Nigeria: Tobacco companies using intermediaries ‘to promote image’ – Report

Nigeria: Tobacco companies using intermediaries ‘to promote image’ – Report

“We need to take action against the tobacco industry because for decades they have marketed deadly products to children and older people around the world…”

Tobacco multinationals in Nigeria use intermediaries to ”clean their image and grow their businesses”, thereby undermining the implementation of the WHO Framework Convention on Tobacco Control, a new report has shown.

The report, titled ‘The Big Tobacco Allies – How tobacco companies use intermediaries to foster their corporate social responsibility initiatives and promote their image in Nigeria’ was presented to journalists on Friday in Lagos.
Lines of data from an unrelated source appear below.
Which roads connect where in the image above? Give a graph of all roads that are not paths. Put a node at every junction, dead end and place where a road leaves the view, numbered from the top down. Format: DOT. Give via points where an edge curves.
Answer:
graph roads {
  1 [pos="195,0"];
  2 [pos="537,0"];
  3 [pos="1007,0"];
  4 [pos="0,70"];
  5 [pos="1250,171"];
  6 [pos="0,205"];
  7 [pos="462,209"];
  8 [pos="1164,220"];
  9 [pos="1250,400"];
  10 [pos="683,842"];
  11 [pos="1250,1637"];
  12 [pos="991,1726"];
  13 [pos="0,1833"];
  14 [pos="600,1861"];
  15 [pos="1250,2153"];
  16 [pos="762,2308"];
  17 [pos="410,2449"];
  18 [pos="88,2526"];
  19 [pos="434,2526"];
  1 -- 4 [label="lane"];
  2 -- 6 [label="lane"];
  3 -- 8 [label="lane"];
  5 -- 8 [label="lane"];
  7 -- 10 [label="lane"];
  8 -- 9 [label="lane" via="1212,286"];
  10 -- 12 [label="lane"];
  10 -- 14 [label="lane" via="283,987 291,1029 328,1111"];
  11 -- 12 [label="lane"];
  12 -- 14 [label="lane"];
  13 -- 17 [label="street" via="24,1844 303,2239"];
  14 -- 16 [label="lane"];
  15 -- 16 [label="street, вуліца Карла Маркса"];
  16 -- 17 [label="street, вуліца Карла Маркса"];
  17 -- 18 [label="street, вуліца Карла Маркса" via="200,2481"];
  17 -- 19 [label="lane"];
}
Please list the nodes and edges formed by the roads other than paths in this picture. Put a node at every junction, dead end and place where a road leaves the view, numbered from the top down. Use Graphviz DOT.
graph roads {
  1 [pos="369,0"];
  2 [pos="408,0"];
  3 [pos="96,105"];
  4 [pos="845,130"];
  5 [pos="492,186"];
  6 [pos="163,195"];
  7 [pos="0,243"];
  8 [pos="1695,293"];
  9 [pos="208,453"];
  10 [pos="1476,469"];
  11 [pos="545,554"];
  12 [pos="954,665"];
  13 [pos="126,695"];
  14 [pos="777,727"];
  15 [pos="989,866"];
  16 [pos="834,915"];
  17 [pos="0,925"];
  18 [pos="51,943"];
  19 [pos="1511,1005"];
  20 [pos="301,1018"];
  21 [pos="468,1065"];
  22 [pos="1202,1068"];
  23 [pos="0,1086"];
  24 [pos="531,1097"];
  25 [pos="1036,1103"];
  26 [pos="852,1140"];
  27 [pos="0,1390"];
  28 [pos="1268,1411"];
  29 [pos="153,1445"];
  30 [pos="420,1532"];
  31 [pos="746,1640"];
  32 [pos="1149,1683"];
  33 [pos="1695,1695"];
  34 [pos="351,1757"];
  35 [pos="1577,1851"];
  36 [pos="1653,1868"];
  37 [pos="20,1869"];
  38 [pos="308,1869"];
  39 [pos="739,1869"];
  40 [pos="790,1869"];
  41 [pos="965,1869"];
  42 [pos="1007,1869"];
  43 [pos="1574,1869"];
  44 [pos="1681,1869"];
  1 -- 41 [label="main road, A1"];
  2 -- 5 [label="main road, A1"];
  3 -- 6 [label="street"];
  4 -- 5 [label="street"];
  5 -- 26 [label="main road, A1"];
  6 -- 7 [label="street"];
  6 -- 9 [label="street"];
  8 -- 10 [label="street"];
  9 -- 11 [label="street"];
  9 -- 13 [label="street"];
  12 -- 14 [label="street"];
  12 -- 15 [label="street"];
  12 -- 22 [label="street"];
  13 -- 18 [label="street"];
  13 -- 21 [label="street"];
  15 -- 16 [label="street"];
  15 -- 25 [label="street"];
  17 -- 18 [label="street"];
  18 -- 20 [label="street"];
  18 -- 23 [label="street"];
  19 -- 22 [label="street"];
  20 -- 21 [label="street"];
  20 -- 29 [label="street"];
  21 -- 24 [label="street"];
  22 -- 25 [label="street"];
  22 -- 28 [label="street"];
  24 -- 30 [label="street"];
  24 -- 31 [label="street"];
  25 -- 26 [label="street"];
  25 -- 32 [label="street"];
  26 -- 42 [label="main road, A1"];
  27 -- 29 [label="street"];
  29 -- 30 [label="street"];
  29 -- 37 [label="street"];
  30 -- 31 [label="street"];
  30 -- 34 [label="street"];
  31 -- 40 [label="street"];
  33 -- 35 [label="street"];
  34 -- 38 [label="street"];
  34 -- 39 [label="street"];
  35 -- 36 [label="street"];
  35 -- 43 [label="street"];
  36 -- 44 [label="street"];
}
The report, relying on surveys carried out by Corporate Accountability and Public Participation Africa (CAPPA) across Nigeria with support from the African Tobacco Control Alliance (ATCA), exposes how tobacco multinationals undertake partnerships with the Nigerian government, and how several entities organise events and implement programmes that promote tobacco industry initiatives.

It also showed how front groups launder tobacco industry image through social development engagements, among others.

It also documents how tobacco companies hide behind front groups to promote educational initiatives, how front groups whitewash tobacco industry image through environmental projects, and how tobacco companies use fronts to organise training and seminars.

“Tobacco industry interference is a major challenge to effective tobacco control,” Akinbode Oluwafemi, CAPPA’s Executive Director, said at the event.

“The TakeApart Nigeria Report is a vital tool that will enable the Nigerian government and public health advocates to identify and plug loopholes that the tobacco industry and its allies and front groups have exploited to interfere in public health policy.”

Mr Oluwafemi said Nigeria’s tobacco control legislation ”clearly provides that the government should limit its interaction with the tobacco industry”.

“The law forbids the kind of interaction that this report has unveiled,” he said. “Both national and subnational agencies have found themselves in situations where they have flouted the law. We need to remind them that they are flouting the law, we’re using this report to tell the tobacco industry that we are watching.”

Campaign

The ‘TakeApart’ campaign is a global movement initiated in 2018 by the Campaign For Tobacco-Free Kids aimed at exposing the antics of the tobacco industry. It is part of a global campaign to show how the industry uses allies to promote their business.

Philip Jakpor, Director of Programmes at CAPPA, said the report took about eight months to document.

“The TakeApart Nigeria Report is a product of painstaking investigation which unearthed how the tobacco industry and their front groups pull wool over our faces,” Mr Jakpor said.

“We are now handing the Nigerian government the resource that is necessary to ending the unnecessary interactions that the tobacco industry initiates.”

‘Death and disease’

The report specifically shows how British American Tobacco and Philip Morris International is hiding behind allies to partner with several state governments, agencies, and private firms.

Sessou Leonce, ATCA’s Executive Secretary, said tobacco use killed 100 million people in the 20th century and if the trend continues unchecked, ”one billion lives will be claimed in the 21st century”.

“We need to take action against the tobacco industry because for decades they have marketed deadly products to children and older people around the world,” Mr Leonce said. “They have deceived the public about the devastating effects of tobacco use, they are spreading death and disease around the world.”